Celebrity endorsement for food entrepreneur

Jennifer Irvine set up home-delivery meals firm The Pure Package in 2004 from her kitchen. Today she turns over £1.2m and has over 3,000 clients on her books, including Ruby Wax, Patsy Kensit and handbag designer Anya Hindmarch. “I’ve never marketed the brand to celebrities,” she says. “They’ve come to me.” So, what’s her secret?

“I realised early on that journalists were the most opinionated people out there,” she says. “So I sent surveys and food samples to 12 of them, knowing they’d tell me the truth about my business. Within a few weeks, there was a full-page article in the Evening Standard singing my praises.

“Patsy Kensit read it and gave me a call. She loved the idea and wanted to sign up. Since then, I'd say that 90 per cent of business has come from referrals and word-of-mouth marketing."

Irvine grew up on a self-sufficient farm in Ireland.
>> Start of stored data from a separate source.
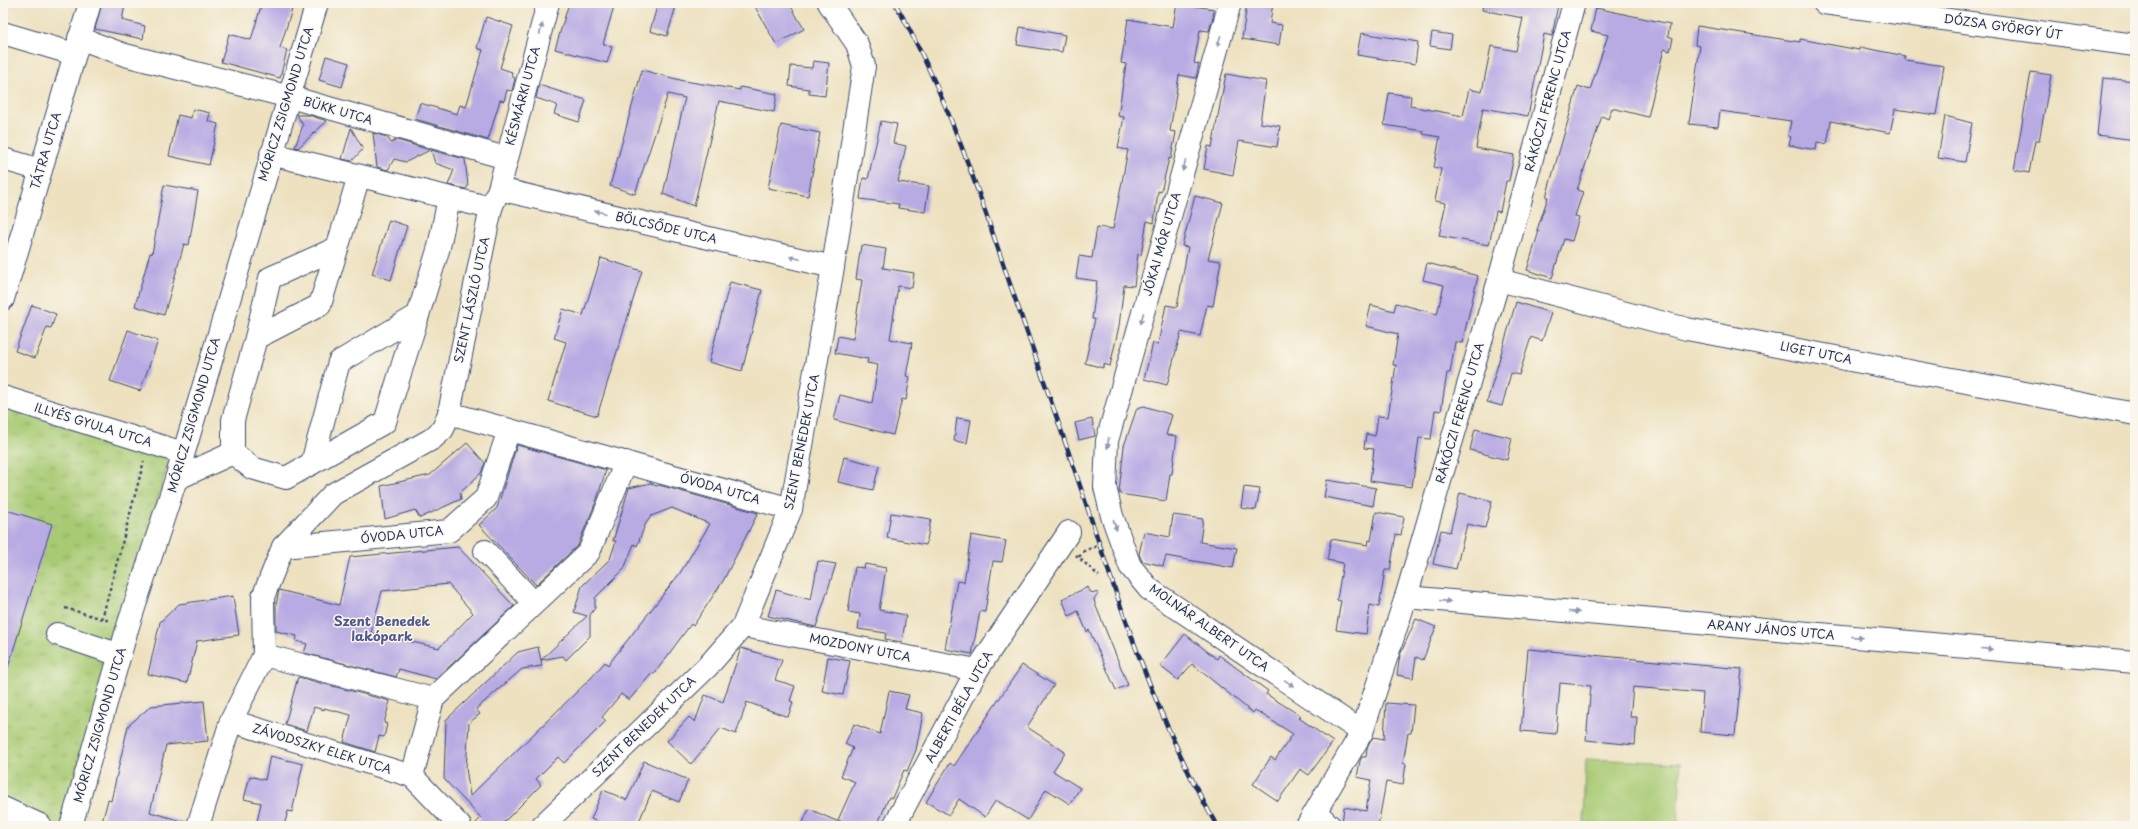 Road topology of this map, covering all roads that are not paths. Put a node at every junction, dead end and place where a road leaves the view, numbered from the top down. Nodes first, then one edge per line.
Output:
1 (90, 3) edge
2 (317, 3) edge
3 (548, 3) edge
4 (829, 3) edge
5 (1230, 3) edge
6 (1574, 3) edge
7 (1824, 3) edge
8 (3, 32) edge
9 (2135, 45) edge
10 (76, 46) junction
11 (290, 97) junction
12 (270, 154) junction
13 (506, 158) junction
14 (3, 159) edge
15 (41, 170) junction
16 (359, 176) junction
17 (449, 198) junction
18 (495, 198) junction
19 (337, 248) junction
20 (833, 267) junction
21 (1499, 280) junction
22 (3, 299) edge
23 (418, 316) junction
24 (256, 338) junction
25 (3, 397) edge
26 (449, 412) junction
27 (2135, 414) edge
28 (509, 430) junction
29 (183, 453) junction
30 (233, 453) junction
31 (626, 462) junction
32 (312, 464) junction
33 (176, 479) junction
34 (1105, 487) joint
35 (791, 509) junction
36 (1064, 539) road end
37 (283, 547) junction
38 (485, 551) dead end
39 (1406, 597) junction
40 (534, 603) junction
41 (743, 626) junction
42 (57, 634) dead end
43 (120, 655) junction
44 (264, 656) junction
45 (2135, 662) edge
46 (977, 670) junction
47 (433, 699) junction
48 (231, 721) junction
49 (1362, 732) junction
50 (412, 776) junction
51 (3, 808) edge
52 (1318, 821) edge
53 (40, 825) dead end
54 (71, 826) edge
55 (198, 826) edge
56 (460, 826) edge
57 (542, 826) edge
58 (894, 826) edge

1 - 10 street, TÁTRA UTCA
2 - 11 street, MÓRICZ ZSIGMOND UTCA
13 -> 3 street, KÉSMÁRKI UTCA
4 - 20 street, SZENT BENEDEK UTCA
5 -> 34 street, JÓKAI MÓR UTCA
6 - 21 street, RÁKÓCZI FERENC UTCA
7 - 9 street, DÓZSA GYÖRGY ÚT
8 - 10 street, BÜKK UTCA
10 - 11 street, BÜKK UTCA
10 - 15 street, TÁTRA UTCA
11 - 12 street, MÓRICZ ZSIGMOND UTCA
11 - 13 street, BÜKK UTCA
12 - 16 street
12 - 29 street, MÓRICZ ZSIGMOND UTCA
13 - 18 street, KÉSMÁRKI UTCA
14 - 15 street
15 - 22 street, TÁTRA UTCA
16 - 17 street
16 - 19 street
17 - 18 street
17 - 23 street
20 -> 18 street, BÖLCSŐDE UTCA
18 - 26 street, SZENT LÁSZLÓ UTCA
19 - 24 street
19 - 24 street
20 - 35 street, SZENT BENEDEK UTCA
21 - 27 street, LIGET UTCA
21 - 39 street, RÁKÓCZI FERENC UTCA
23 - 32 street
23 - 32 street
24 - 30 street
25 - 29 street, ILLYÉS GYULA UTCA
26 - 28 street, ÓVODA UTCA
26 - 37 street, SZENT LÁSZLÓ UTCA
28 - 31 street, ÓVODA UTCA
28 - 37 street, ÓVODA UTCA
29 - 33 street, MÓRICZ ZSIGMOND UTCA
30 - 32 street
30 - 33 street
31 - 35 street, ÓVODA UTCA
31 - 40 street
33 - 43 street, MÓRICZ ZSIGMOND UTCA
34 -> 49 street, MOLNÁR ALBERT UTCA
35 - 41 street, SZENT BENEDEK UTCA
36 - 46 street, ALBERTI BÉLA UTCA
37 - 44 street
38 - 40 street
39 -> 45 street, ARANY JÁNOS UTCA
39 - 49 street, RÁKÓCZI FERENC UTCA
40 - 47 street
41 - 46 street, MOZDONY UTCA
41 - 57 street, SZENT BENEDEK UTCA
42 - 43 street
43 - 54 street, MÓRICZ ZSIGMOND UTCA
44 - 47 street
44 - 48 street
46 - 58 street, ALBERTI BÉLA UTCA
47 - 50 street
48 - 50 street, ZÁVODSZKY ELEK UTCA
48 - 55 street
49 - 52 street, RÁKÓCZI FERENC UTCA
50 - 56 street
51 - 53 street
There was no central heating and she had to collect water from the well each day. “It sounds romantic but it was pretty awful,” she laughs. She says that The Pure Package – which delivers daily meals, freshly prepared by nutritionists and chefs, straight to the homes of busy professionals – is “the ultimate in convenience food; a real rebellion against my parents, who grew everything they cooked”.

She’s built the business without a penny of outside investment. “I’ve never borrowed from the banks and I still own 100 per cent of the company. We’ve grown 57 per cent year on year for the past two years. I think it’s unhealthy to grow at a faster pace than that.”
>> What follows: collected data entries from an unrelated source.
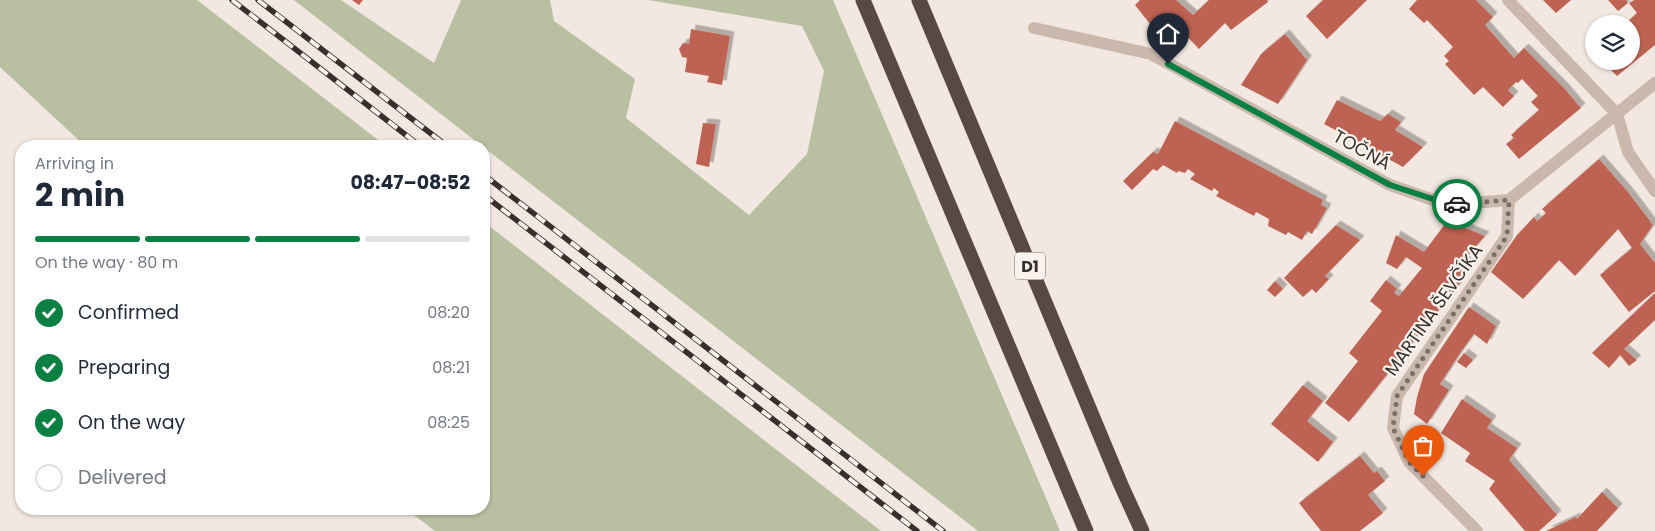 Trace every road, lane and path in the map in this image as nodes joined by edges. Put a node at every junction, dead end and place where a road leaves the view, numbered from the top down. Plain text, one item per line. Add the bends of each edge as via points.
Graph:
1 (863, 0) edge
2 (919, 0) edge
3 (1508, 0) edge
4 (1034, 28) dead end
5 (1655, 83) edge
6 (1617, 114) junction
7 (1655, 190) edge
8 (1509, 200) junction
9 (1086, 531) edge
10 (1142, 531) edge
11 (1477, 531) edge

1 - 9 highway
2 - 10 highway, D1
3 - 6 street
4 - 8 street, TOČNÁ via 1151,54 1390,185 1448,204
5 - 6 street
6 - 7 street via 1628,152
6 - 8 street
8 - 11 street, MARTINA ŠEVČÍKA via 1507,236 1397,396 1393,428 1409,462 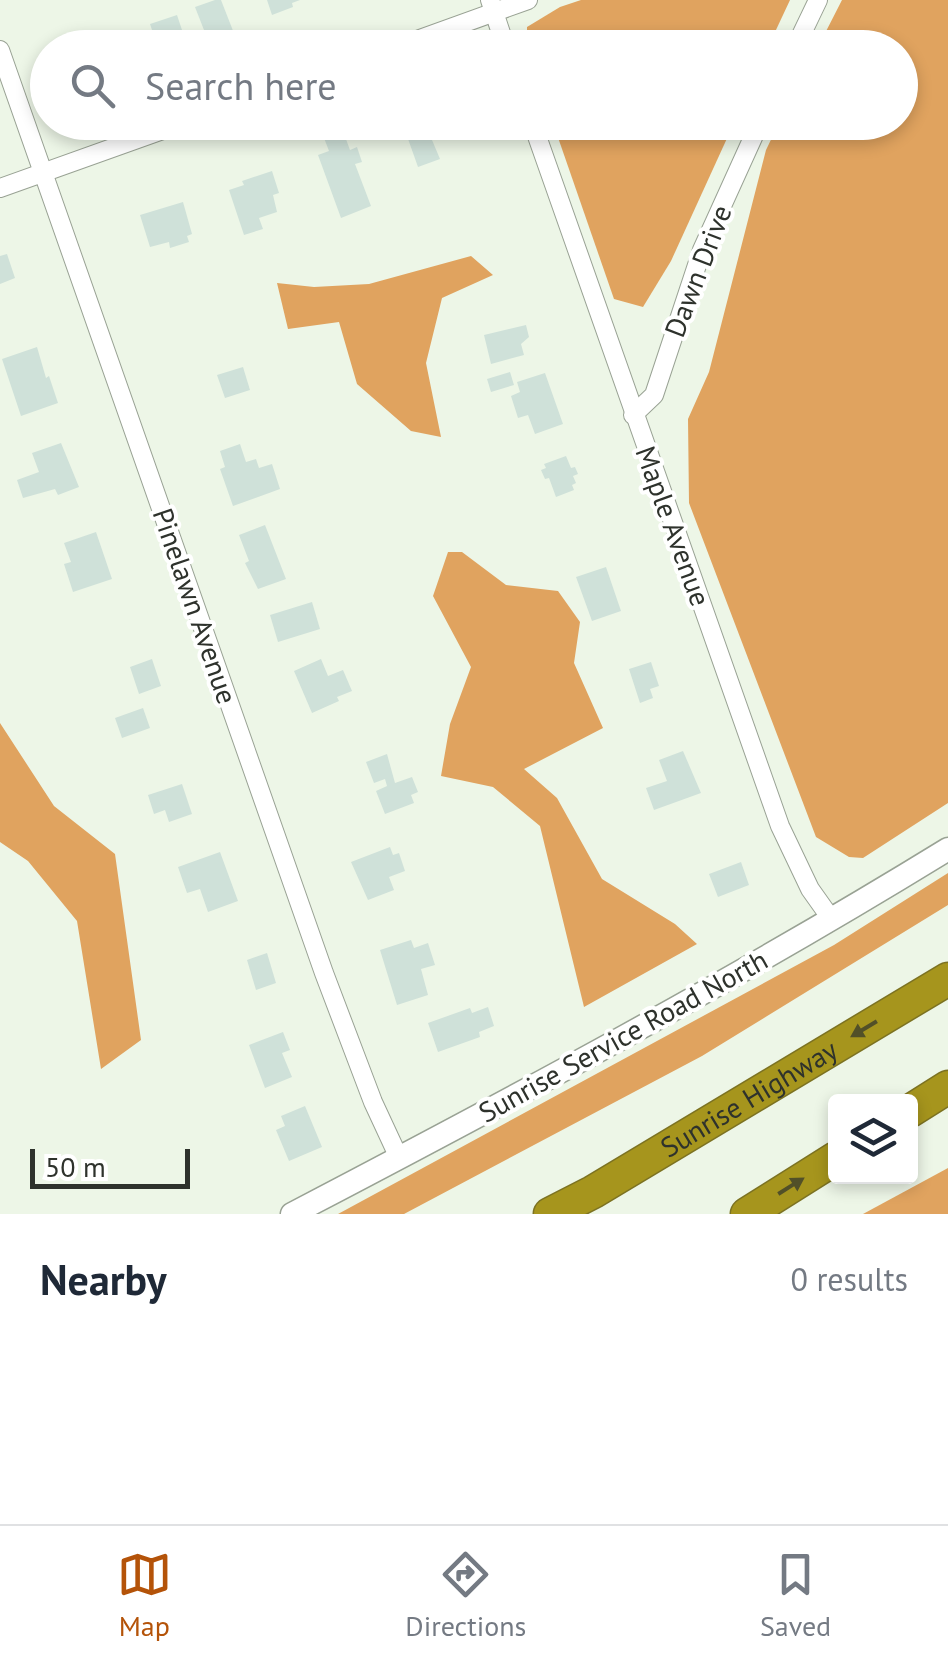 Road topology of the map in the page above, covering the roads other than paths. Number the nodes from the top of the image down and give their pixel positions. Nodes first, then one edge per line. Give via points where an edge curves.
1 (528, 0) edge
2 (818, 0) edge
3 (492, 6) edge
4 (437, 30) edge
5 (500, 30) edge
6 (804, 30) edge
7 (0, 50) edge
8 (30, 134) edge
9 (32, 140) edge
10 (135, 140) edge
11 (538, 140) edge
12 (752, 140) edge
13 (44, 173) junction
14 (0, 188) edge
15 (633, 415) junction
16 (948, 849) edge
17 (832, 920) junction
18 (948, 979) edge
19 (948, 1087) edge
20 (918, 1106) edge
21 (399, 1158) junction
22 (828, 1163) edge
23 (292, 1214) edge
24 (550, 1214) edge
25 (747, 1214) edge

1 - 3 street
2 - 6 street
3 - 4 street
3 - 5 street
7 - 8 street, Pinelawn Avenue
9 - 13 street, Pinelawn Avenue
10 - 13 street
11 - 15 street, Maple Avenue
12 - 15 street, Dawn Drive via 702,250 654,395
13 - 14 street
13 - 21 street, Pinelawn Avenue via 324,974
15 - 17 street, Maple Avenue via 780,826
16 - 17 street, Sunrise Service Road North
17 - 21 street, Sunrise Service Road North
18 -> 24 highway, Sunrise Highway
19 - 20 highway
21 - 23 street, Sunrise Service Road North
25 -> 22 highway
But she is ambitious. “I deliberately named the business The Pure Package because I didn’t want the brand to be too closely associated with food. I want us to be able to move into new areas, such as The Pure Package Holidays or The Pure Package Books. I’m always jotting down new ideas,” she says, pulling out a notebook from her bag, which is full of scribbles.
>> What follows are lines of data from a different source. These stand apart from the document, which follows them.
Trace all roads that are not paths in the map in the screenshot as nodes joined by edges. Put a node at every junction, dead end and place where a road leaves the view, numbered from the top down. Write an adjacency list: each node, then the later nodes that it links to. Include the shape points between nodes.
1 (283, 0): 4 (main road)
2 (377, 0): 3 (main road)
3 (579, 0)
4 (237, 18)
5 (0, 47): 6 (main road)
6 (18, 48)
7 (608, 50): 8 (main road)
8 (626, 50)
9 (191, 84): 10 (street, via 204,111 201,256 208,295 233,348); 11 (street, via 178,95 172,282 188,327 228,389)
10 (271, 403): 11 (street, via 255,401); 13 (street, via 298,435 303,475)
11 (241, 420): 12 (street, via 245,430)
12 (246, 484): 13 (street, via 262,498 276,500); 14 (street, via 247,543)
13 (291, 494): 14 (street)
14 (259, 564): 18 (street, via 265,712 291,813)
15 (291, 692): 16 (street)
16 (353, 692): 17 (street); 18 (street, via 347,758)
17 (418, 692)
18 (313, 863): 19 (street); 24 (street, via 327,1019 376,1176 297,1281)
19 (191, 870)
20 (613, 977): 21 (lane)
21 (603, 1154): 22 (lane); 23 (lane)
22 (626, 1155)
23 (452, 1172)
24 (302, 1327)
Irvine also has plans to take the business overseas. “I’d like to have an international franchise up and running by 2010,” she says. “But I know how important it is to find the right partner.

"I recently flew out to Moscow to negotiate a deal. When I asked them to sign a confidentiality agreement, they said it’s not worth the paper it’s written on out there. That didn’t exactly fill me with confidence.”